Section 580 provides in part that “[t]he relief granted to the plaintiff, if there be no answer,
cannot exceed that which he shall have demanded in his complaint.” The “primary purpose of the
section is to guarantee defaulting parties adequate notice of the maximum judgment that may be
assessed against them.” (Greenup v. Rodman (1986) 42 Cal. 3d 822, 826 [231 Cal.Rptr. 220, 726
P.2d 1295]; see also Becker v. S.P.V. Construction Co. (1980) 27 Cal. 3d 489, 494 [165 Cal.Rptr.
825, 612 P.2d 915].)

It is fundamental to the concept of due process that a defendant be given notice of the existence
of a lawsuit and notice of the specific relief which is sought in the complaint served upon him.
The logic underlying this principle is simple: a defendant who has been served with a lawsuit has
the right, in view of the relief which the complainant is seeking from him, to decide not to appear
and defend. However, a defendant is not in a position to make such a decision if he or she has not
been given full notice. The instant case is a prime example of the foregoing.

For example, In Burtnett v. King, supra, 33 Cal. 2d 805, the wife filed an action for divorce.
The prayer requested an order restraining the husband from being “upon or at the home.” The
wife, however, did not request that the home be awarded to her. The husband allowed a default
judgment to be entered against him.The subsequent judgment awarded the home to the wife, who
then sold it to a third party. The husband sued to quiet title, lost, and then appealed. [51 Cal. 3D
1167]. In re Marriage of Lippel (1990) 51 Cal. 3d 1160 [276 Cal. Rptr. 290, 801 P.2d 1041] the
court held the language of section 580 to be mandatory, stating, “[T]he court’s jurisdiction to
render default judgments can be exercised only in the way authorized by statute.” (In Burtnett v.
King (1949) 33 Cal. 2d 805 [205 P.2d 657, 12 A.L.R.2d 333 [italics in original].) Furthermore,
we observed that “[c]ertainly no statutory method of procedure or limitation on power could be
more clearly expressed than that set forth in section 580 of the Code of Civil Procedure ….”
(Ibid.) We went on to say that, “by reason of his wife’s silence on the subject in her prayer,
[defendant] would properly assume that the rights to the property were not to be litigated in that
action. To hold otherwise would mean that [we] sanction[] a procedure under which a defendant
may be trapped by a default judgment.” ( Id. at p. 811 [italics in original].) The court reversed
the judgment of the superior court. (Ibid.)

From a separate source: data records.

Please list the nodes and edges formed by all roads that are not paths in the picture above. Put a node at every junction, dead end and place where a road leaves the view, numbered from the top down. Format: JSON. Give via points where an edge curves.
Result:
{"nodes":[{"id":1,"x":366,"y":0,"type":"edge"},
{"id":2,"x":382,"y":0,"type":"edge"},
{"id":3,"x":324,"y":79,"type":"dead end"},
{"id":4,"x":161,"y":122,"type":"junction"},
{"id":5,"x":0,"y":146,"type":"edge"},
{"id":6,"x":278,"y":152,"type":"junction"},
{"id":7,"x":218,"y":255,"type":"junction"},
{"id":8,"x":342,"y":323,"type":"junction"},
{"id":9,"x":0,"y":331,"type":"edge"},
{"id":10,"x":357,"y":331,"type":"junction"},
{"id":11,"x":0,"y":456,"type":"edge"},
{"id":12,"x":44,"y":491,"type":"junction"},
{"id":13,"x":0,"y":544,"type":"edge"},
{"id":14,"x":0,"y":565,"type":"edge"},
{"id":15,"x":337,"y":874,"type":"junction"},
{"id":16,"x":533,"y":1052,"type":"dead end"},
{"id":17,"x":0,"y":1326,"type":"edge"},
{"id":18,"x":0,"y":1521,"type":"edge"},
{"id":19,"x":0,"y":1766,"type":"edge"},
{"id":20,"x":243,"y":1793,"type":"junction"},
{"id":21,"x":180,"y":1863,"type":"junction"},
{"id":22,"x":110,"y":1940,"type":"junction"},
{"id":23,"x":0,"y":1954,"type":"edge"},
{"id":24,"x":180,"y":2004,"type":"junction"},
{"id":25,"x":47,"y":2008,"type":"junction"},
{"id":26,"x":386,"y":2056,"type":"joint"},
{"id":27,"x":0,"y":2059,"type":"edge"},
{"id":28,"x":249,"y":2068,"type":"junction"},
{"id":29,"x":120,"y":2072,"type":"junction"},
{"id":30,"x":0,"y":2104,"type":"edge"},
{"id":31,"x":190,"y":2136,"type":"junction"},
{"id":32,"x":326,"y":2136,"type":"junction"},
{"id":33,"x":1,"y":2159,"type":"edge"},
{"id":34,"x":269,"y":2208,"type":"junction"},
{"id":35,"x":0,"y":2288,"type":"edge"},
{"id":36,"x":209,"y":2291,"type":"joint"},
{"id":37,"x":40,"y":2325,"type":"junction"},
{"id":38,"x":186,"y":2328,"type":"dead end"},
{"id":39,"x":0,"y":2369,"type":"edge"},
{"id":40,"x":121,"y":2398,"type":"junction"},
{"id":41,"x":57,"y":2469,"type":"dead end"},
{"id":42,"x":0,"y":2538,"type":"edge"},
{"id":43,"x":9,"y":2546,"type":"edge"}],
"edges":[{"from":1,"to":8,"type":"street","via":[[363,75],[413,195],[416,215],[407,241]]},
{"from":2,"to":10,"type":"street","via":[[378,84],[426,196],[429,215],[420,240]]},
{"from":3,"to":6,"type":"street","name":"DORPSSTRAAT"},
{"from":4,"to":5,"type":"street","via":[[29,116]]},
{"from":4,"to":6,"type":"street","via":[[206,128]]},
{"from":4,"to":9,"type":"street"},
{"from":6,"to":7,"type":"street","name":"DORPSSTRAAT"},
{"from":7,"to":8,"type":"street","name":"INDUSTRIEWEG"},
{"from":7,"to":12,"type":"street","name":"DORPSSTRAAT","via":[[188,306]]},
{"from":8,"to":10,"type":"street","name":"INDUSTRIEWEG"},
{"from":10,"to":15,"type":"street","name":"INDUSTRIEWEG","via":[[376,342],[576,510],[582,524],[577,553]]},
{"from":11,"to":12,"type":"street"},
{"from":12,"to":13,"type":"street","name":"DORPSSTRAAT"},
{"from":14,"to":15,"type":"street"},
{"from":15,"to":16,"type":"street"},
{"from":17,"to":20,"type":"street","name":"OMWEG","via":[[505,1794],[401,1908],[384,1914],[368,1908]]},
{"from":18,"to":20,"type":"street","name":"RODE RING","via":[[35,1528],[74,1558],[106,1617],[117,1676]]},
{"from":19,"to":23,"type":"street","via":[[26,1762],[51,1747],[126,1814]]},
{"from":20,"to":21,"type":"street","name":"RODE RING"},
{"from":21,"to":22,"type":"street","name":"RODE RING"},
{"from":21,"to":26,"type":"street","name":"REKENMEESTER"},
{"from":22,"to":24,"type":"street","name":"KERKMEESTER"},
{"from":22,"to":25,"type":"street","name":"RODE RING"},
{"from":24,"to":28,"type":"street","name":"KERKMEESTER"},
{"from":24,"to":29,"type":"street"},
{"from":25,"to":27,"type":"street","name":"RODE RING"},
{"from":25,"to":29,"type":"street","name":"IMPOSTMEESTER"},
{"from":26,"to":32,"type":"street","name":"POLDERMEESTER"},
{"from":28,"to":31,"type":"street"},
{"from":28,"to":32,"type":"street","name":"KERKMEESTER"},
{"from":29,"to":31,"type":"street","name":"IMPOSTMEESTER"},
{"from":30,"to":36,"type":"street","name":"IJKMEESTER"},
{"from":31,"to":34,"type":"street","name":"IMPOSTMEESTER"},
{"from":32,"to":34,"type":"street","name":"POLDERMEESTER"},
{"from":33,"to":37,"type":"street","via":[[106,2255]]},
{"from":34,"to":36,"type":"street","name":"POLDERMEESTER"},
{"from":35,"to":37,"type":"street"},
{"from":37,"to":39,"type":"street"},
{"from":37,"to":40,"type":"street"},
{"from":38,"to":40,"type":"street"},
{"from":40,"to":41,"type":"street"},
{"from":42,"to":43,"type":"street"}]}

In this case not only is the co-defendant trapped in a default judgment so is the appellant as
the proof of service service of his summons and complaint is the basis upon which the court
attached jurisdiction to appellant and the co-defendant to proceed to trial. “Lack of jurisdiction
its most fundamental or strict sense means an entire absence of power to hear or determine the
case, an absence of authority over the subject matter or the parties.” People v. American
Contractors Indemnity Co. (2003) 33 Cal. 4Th 653, 660, quoting Abelleiroa v. District Court of
Appeal (1941) 17 Cal. 2d. 280, 288, “When a court lacks jurisdiction in a fundamental sense, an
ensuing judgment is void, and “thus vulnerable to direct or collateral attack at any time” quoting
Barquis v. Merchants Collection Assn. (1972) 7 Cal. 3D 94, 119.

CONCLUSION

Appellant requests the Appellate Division to reverse the denied motion to vacate and set aside
judgment and to reverse the injunction prohibiting the filing of any litigation in this case.